Kekerasan yang dialami demonstran dan jurnalis di Purwokerto itu pun menuai protes keras organisasi profesi wartawan, PWI dan AJI Purwokerto. Kedua organisasi ini menilai, kekerasan itu adalah bentuk pembungkaman kebebasan berpendapat.
Sementara itu, Kepala Satpol PP Purwokerto, Imam Pamungkas menyatakan, pihaknya tidak pernah menginstruksikan penghapusan rekaman kegiatan demonstrasi yang berujung ricuh itu kepada bawahannya. Ia juga menyatakan, Satpol PP hanya sebagai pendukung dalam kegiatan pengamanan aksi demo tersebut.
"Kami selalu menunggu komando dari Kapolres. Di bawah undang-undang, kami ada di bawah polisi. Kewenangan semua di bawah polisi, kami hanya pendukung," kata Imam.
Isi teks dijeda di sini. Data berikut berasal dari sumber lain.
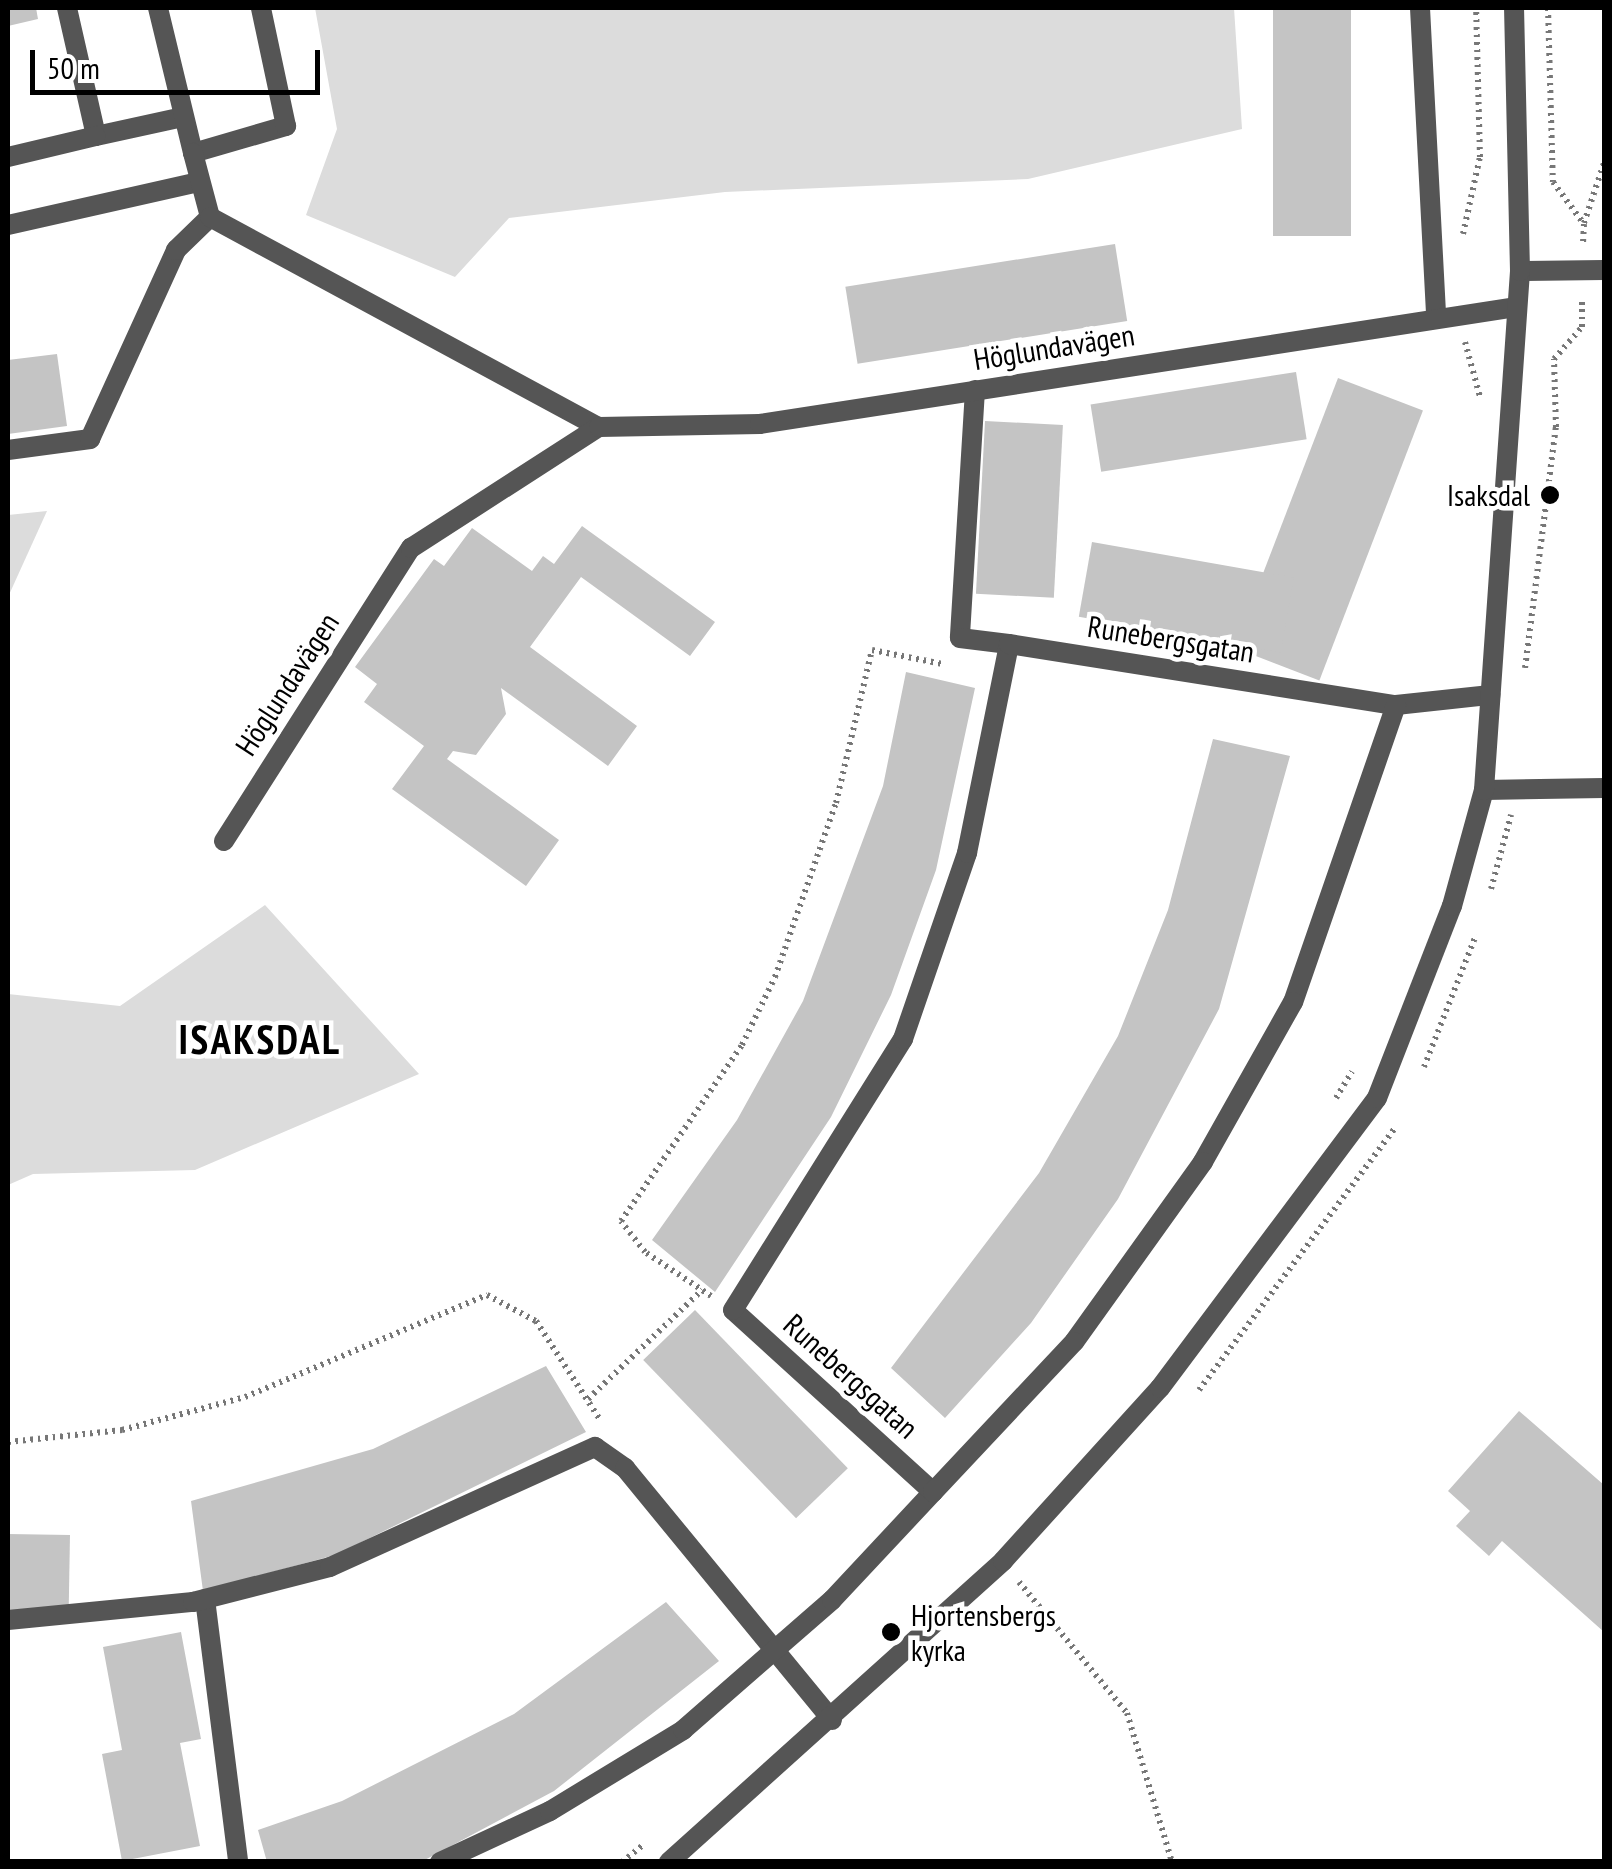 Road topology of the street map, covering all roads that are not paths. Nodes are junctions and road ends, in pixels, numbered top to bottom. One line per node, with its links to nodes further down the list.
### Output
1 (67, 8): 7 (street)
2 (158, 8): 6 (street)
3 (261, 8): 8 (street)
4 (1420, 8): 16 (street)
5 (1514, 8): 13 (street)
6 (182, 117): 7 (street); 8 (street)
7 (96, 136): 9 (street)
8 (192, 153): 10 (street)
9 (8, 157)
10 (195, 183): 11 (street); 12 (street)
11 (210, 217): 18 (street, Höglundavägen); 19 (street)
12 (8, 226)
13 (1520, 271): 14 (street); 15 (street)
14 (1594, 271)
15 (1517, 307): 16 (street, Höglundavägen); 21 (street)
16 (1436, 316): 17 (street, Höglundavägen)
17 (974, 390): 18 (street, Höglundavägen); 20 (street, Runebergsgatan)
18 (599, 427): 25 (street, Höglundavägen)
19 (8, 450)
20 (1009, 644): 22 (street, Runebergsgatan); 26 (street, Runebergsgatan)
21 (1490, 695): 22 (street, Runebergsgatan); 24 (street)
22 (1396, 705): 26 (street)
23 (1604, 788): 24 (street)
24 (1484, 790): 30 (street)
25 (224, 841)
26 (933, 1492): 29 (street)
27 (205, 1599): 28 (street); 29 (street); 31 (street)
28 (8, 1620)
29 (772, 1655): 30 (street); 32 (street)
30 (832, 1720): 33 (street)
31 (238, 1862)
32 (440, 1862)
33 (669, 1862)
Namun, ia menyanggupi untuk mengusut dugaan tindak kekerasan terhadap wartawan yang dilakukan anak buahnya. Ia meminta dukungan dokumentasi untuk mempermudah pengusutan kasus itu.
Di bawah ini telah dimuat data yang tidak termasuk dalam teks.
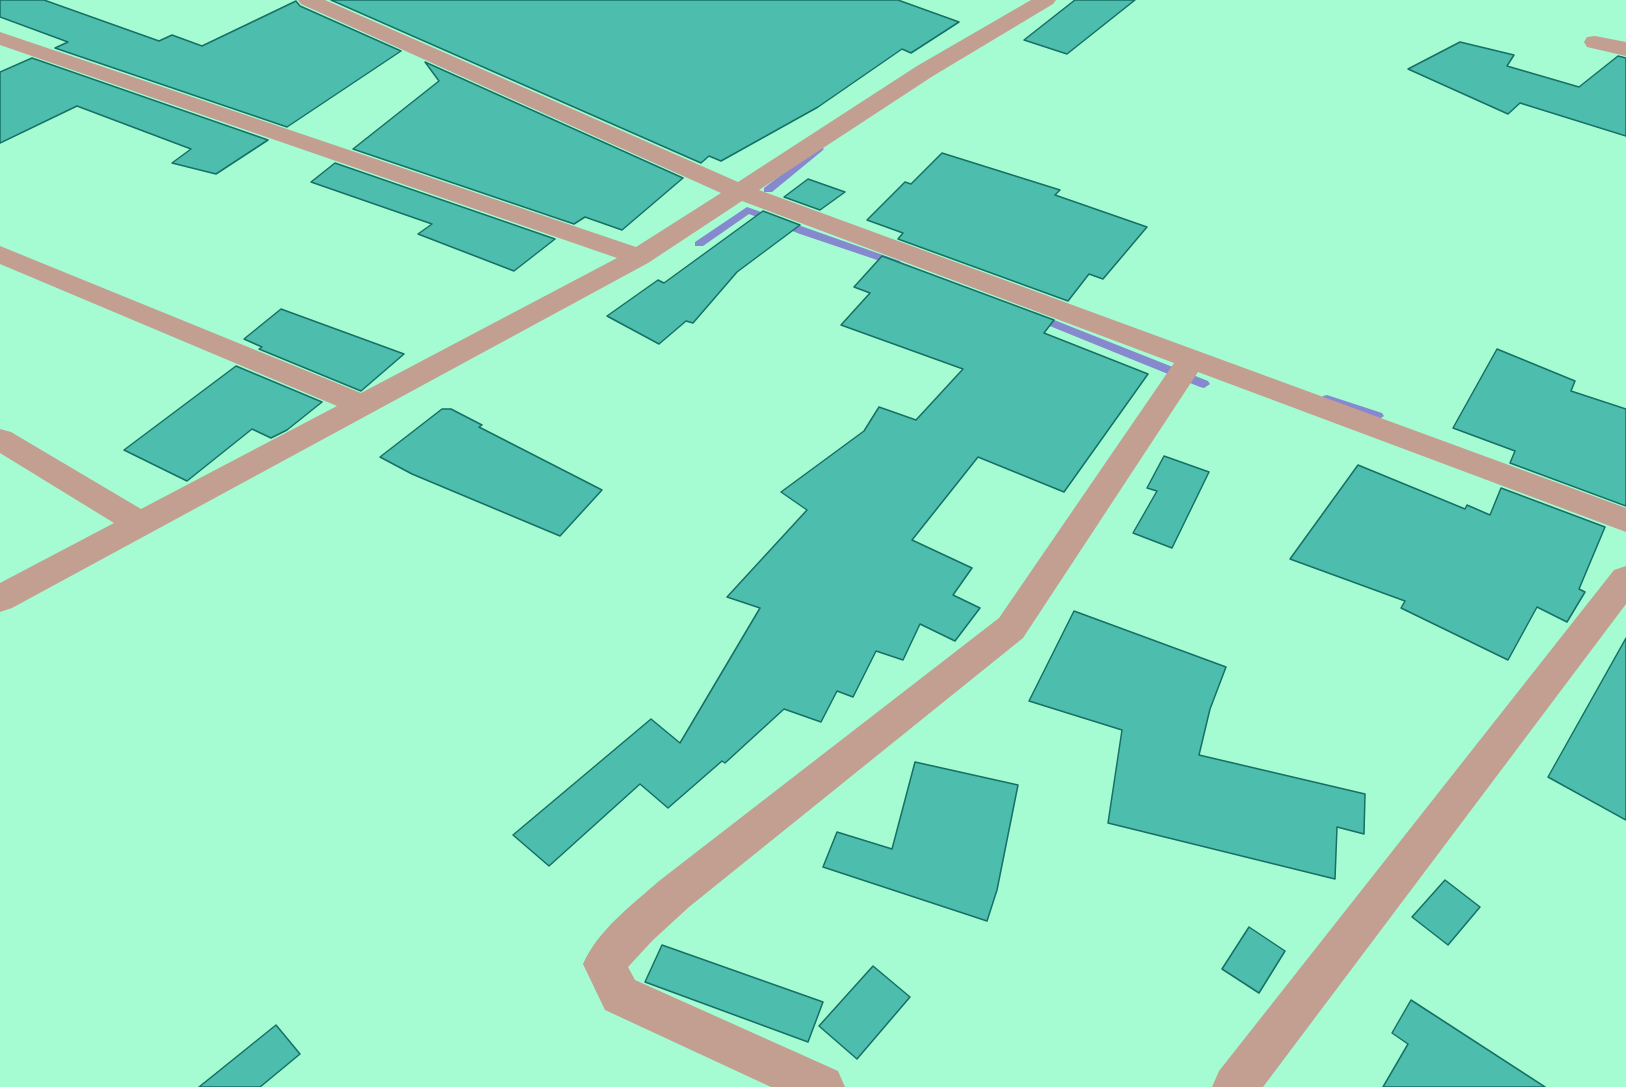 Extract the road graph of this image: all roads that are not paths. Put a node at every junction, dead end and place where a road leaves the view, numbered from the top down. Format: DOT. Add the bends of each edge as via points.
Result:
graph roads {
  1 [pos="308,0"];
  2 [pos="1046,0"];
  3 [pos="0,38"];
  4 [pos="1595,42"];
  5 [pos="1626,49"];
  6 [pos="740,192"];
  7 [pos="0,254"];
  8 [pos="639,257"];
  9 [pos="1192,359"];
  10 [pos="360,404"];
  11 [pos="0,439"];
  12 [pos="1626,520"];
  13 [pos="139,523"];
  14 [pos="1626,579"];
  15 [pos="0,599"];
  16 [pos="822,1087"];
  17 [pos="1235,1087"];
  1 -- 6 [label="street"];
  2 -- 6 [label="street" via="925,71"];
  3 -- 8 [label="street"];
  4 -- 5 [label="street"];
  6 -- 8 [label="street"];
  6 -- 9 [label="street"];
  7 -- 10 [label="street"];
  8 -- 10 [label="street"];
  9 -- 12 [label="street"];
  9 -- 16 [label="street" via="1011,628 674,894 604,964 620,995"];
  10 -- 13 [label="street"];
  11 -- 13 [label="street"];
  13 -- 15 [label="street"];
  14 -- 17 [label="street"];
}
"Sekali lagi kami mohon maaf setulus-tulusnya. Semoga tidak terulang lagi di kemudian hari," kata Imam.
Saksikan video pilihan berikut ini:
Demonstran Alami Kekerasan
Aksi damai menolak proyek Pembangkit Listrik Tenaga panas Bumi (PLTP) Baturraden di depan gerbang Pendopo Sipanji Purwokerto, Kabupaten Banyumas, Jawa Tengah berakhir ricuh, Senin malam, sekitar pukul 22.00 WIB.
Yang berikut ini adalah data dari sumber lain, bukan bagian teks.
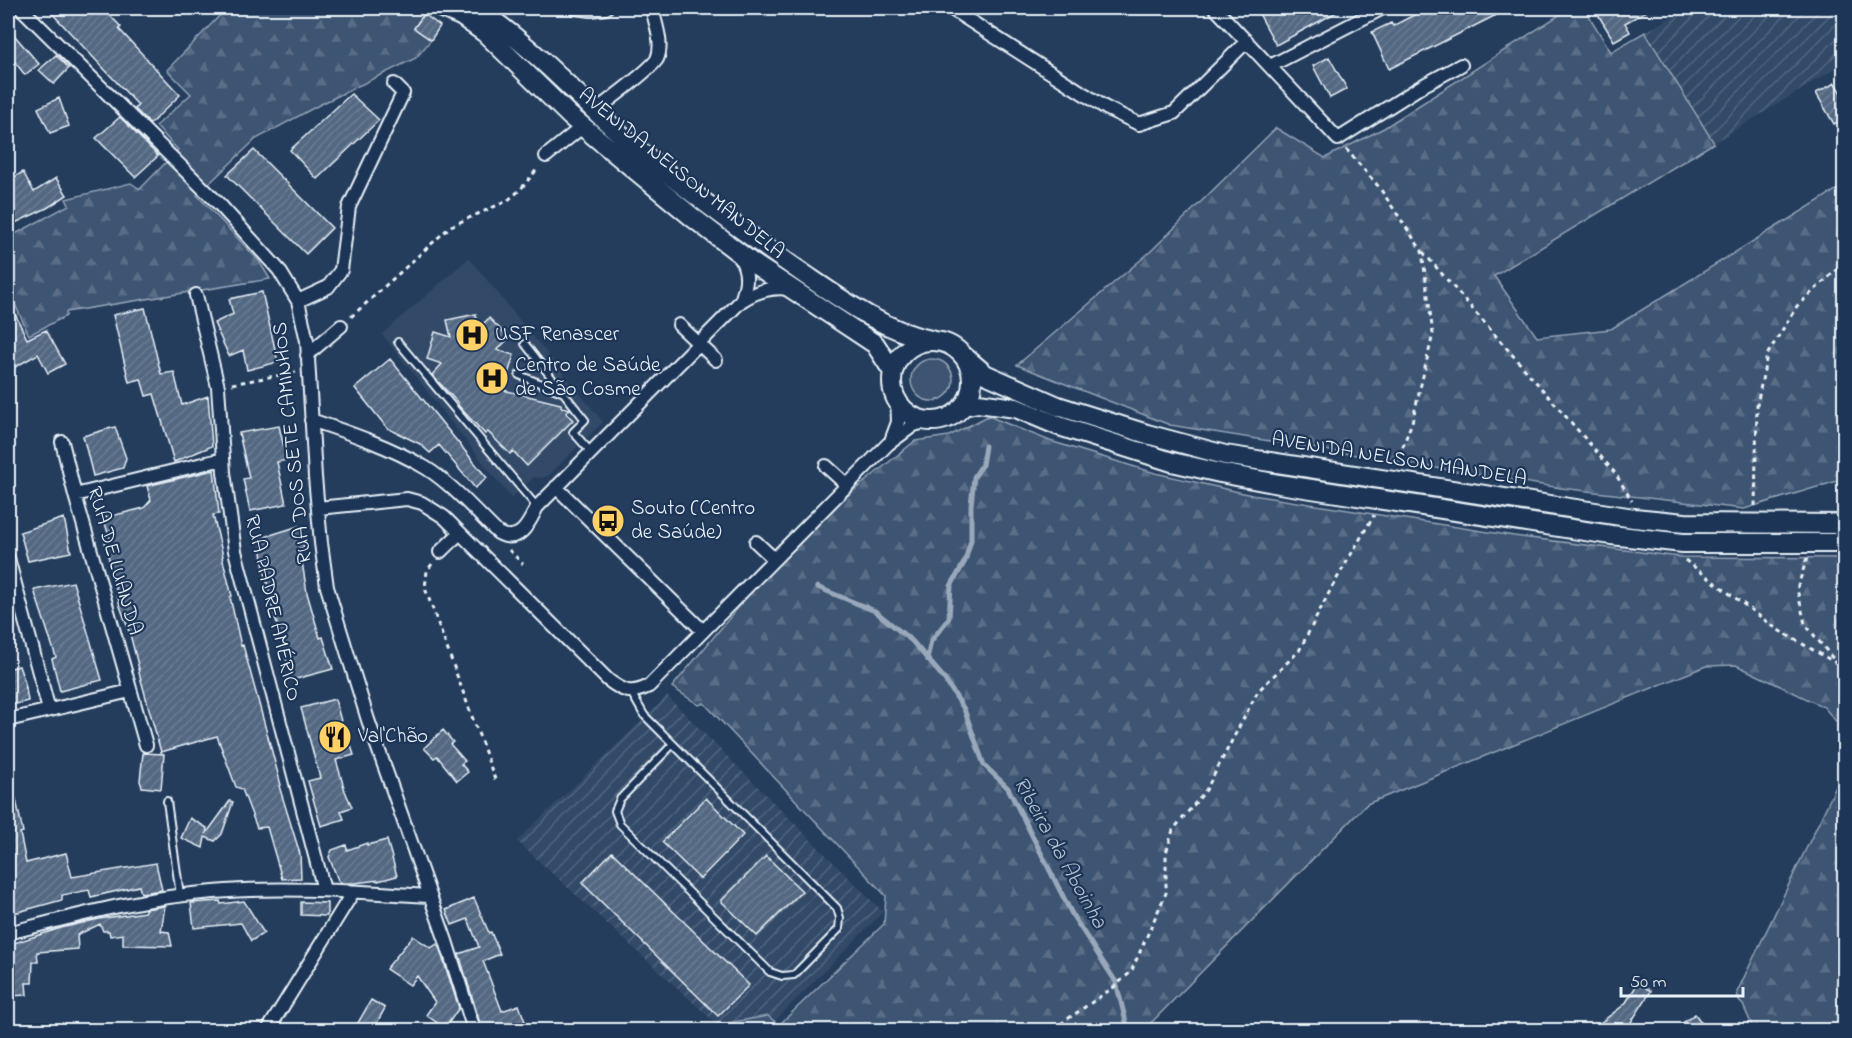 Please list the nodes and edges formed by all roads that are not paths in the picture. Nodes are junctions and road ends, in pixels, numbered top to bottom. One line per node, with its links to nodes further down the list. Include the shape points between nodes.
1 (21, 8): 23 (street, RUA DOS SETE CAMINHOS, via 220,205 279,270)
2 (442, 8): 17 (main road, AVENIDA NELSON MANDELA, via 485,33)
3 (475, 8): 12 (main road, AVENIDA NELSON MANDELA)
4 (490, 8): 12 (street, via 512,25)
5 (575, 8): 6 (street)
6 (606, 8)
7 (652, 8): 16 (street, via 659,42 657,59)
8 (950, 8): 11 (street, via 1106,108 1139,124 1174,113)
9 (1215, 8): 11 (street)
10 (1383, 8): 14 (street)
11 (1246, 41): 14 (street)
12 (542, 61): 16 (main road, AVENIDA NELSON MANDELA)
13 (1461, 65): 14 (street, via 1338,139)
14 (1270, 66)
15 (394, 84): 23 (street, via 403,93 349,207 341,270 328,287)
16 (595, 111): 26 (main road, AVENIDA NELSON MANDELA, via 724,218 832,293 897,331)
17 (582, 127): 18 (street); 19 (main road, AVENIDA NELSON MANDELA)
18 (546, 156)
19 (735, 250): 20 (main road, AVENIDA NELSON MANDELA); 22 (street, via 746,271 747,284)
20 (791, 289): 22 (street, via 768,288); 33 (main road, AVENIDA NELSON MANDELA, via 875,344)
21 (196, 295): 43 (street, RUA PADRE AMÉRICO, via 218,387)
22 (741, 300): 28 (street)
23 (298, 301): 30 (street, RUA DOS SETE CAMINHOS)
24 (679, 325): 28 (street)
25 (341, 326): 30 (street)
26 (932, 340): 31 (main road, via 947,343); 33 (main road, via 907,350)
27 (398, 342): 48 (lane)
28 (698, 343): 32 (street); 42 (street)
29 (525, 344): 35 (lane)
30 (307, 355): 38 (street, RUA DOS SETE CAMINHOS)
31 (965, 357): 37 (main road, via 973,382); 50 (main road, AVENIDA NELSON MANDELA, via 985,374 1058,406 1225,455 1634,518 1685,523)
32 (716, 360)
33 (893, 372): 36 (main road, via 892,386)
34 (519, 375): 35 (lane)
35 (563, 392): 42 (lane, via 585,420 573,432)
36 (897, 398): 39 (main road, via 915,417); 41 (street, via 898,422)
37 (963, 406): 39 (main road, via 941,420); 53 (main road, AVENIDA NELSON MANDELA, via 978,403 1016,408 1172,462 1279,484 1683,543)
38 (311, 420): 48 (street, via 427,469 506,537 516,536 527,526); 49 (street, RUA DOS SETE CAMINHOS)
39 (928, 420): 41 (street, via 914,424)
40 (63, 442): 47 (street, RUA DE LUANDA)
41 (888, 444): 45 (street)
42 (591, 452): 46 (street)
43 (223, 459): 47 (street); 65 (street, RUA PADRE AMÉRICO, via 235,551)
44 (826, 466): 45 (street)
45 (847, 485): 56 (street)
46 (556, 487): 48 (street); 57 (street)
47 (75, 495): 58 (street, RUA DE LUANDA)
48 (537, 507)
49 (318, 508): 51 (street, via 407,499 422,503); 68 (street, RUA DOS SETE CAMINHOS, via 327,587)
50 (1845, 524)
51 (460, 533): 54 (street); 59 (street, via 608,680)
52 (756, 542): 56 (street)
53 (1845, 543)
54 (440, 552)
55 (8, 558): 60 (street)
56 (774, 559): 57 (street)
57 (703, 631): 59 (street, via 649,686)
58 (130, 691): 60 (street); 63 (street, RUA DE LUANDA)
59 (631, 692): 62 (lane, via 644,715)
60 (49, 710): 61 (street)
61 (8, 720)
62 (673, 744): 62 (lane, via 620,799 615,811 620,824 770,972 794,975 839,929 837,908)
63 (146, 745)
64 (166, 801): 67 (lane)
65 (324, 890): 66 (street); 67 (street)
66 (353, 892): 68 (street); 70 (street)
67 (180, 895): 69 (street)
68 (429, 896): 71 (street, RUA DOS SETE CAMINHOS)
69 (8, 933)
70 (268, 1030)
71 (474, 1030)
Pada pukul 21.50 WIB, melalui pengeras suara, aparat memperingatkan massa untuk membubarkan diri. Sebab, berdasarkan hasil negosiasi, pukul 22.00 WIB merupakan waktu akhir demonstrasi.
Pukul 22.00 WIB, Perwakilan Aliansi Selamatkan Slamet, lewat pengeras suara, meminta ada perwakilan dari Pemkab atau kepolisian untuk bernegosiasi ulang perihal waktu demonstrasi.
Akan tetapi, dari dalam pendopo, di mana polisi bersiaga, kembali terdengar peringatan agar peserta demonstrasi PLTP membubarkan diri, serta mengingatkan bahwa waktu perpanjangan demonstrasi yang hanya sampai pukul 22.00 WIB telah habis.
Lantas, tiba-tiba sekitar pukul 22.00 WIB, ratusan polisi dan Satpol PP merangsek ke arah demonstran yang saat itu tengah duduk-duduk di Tenda Posko Perjuangan. Sejumlah demonstran ditarik paksa ke dalam pendopo. Ada pula demonstran yang dipukul.
Sekitar 22.30 WIB, demonstran PLTP yang ditarik ke dalam pendopo diangkut keluar dari pendopo. Diduga mereka dibawa ke Polres Banyumas. Belum diketahui pasti berapa orang yang ditangkap. Sementara ini, baik dari kepolisian maupun Aliansi Selamatkan Slamet belum memberikan konfirmasi.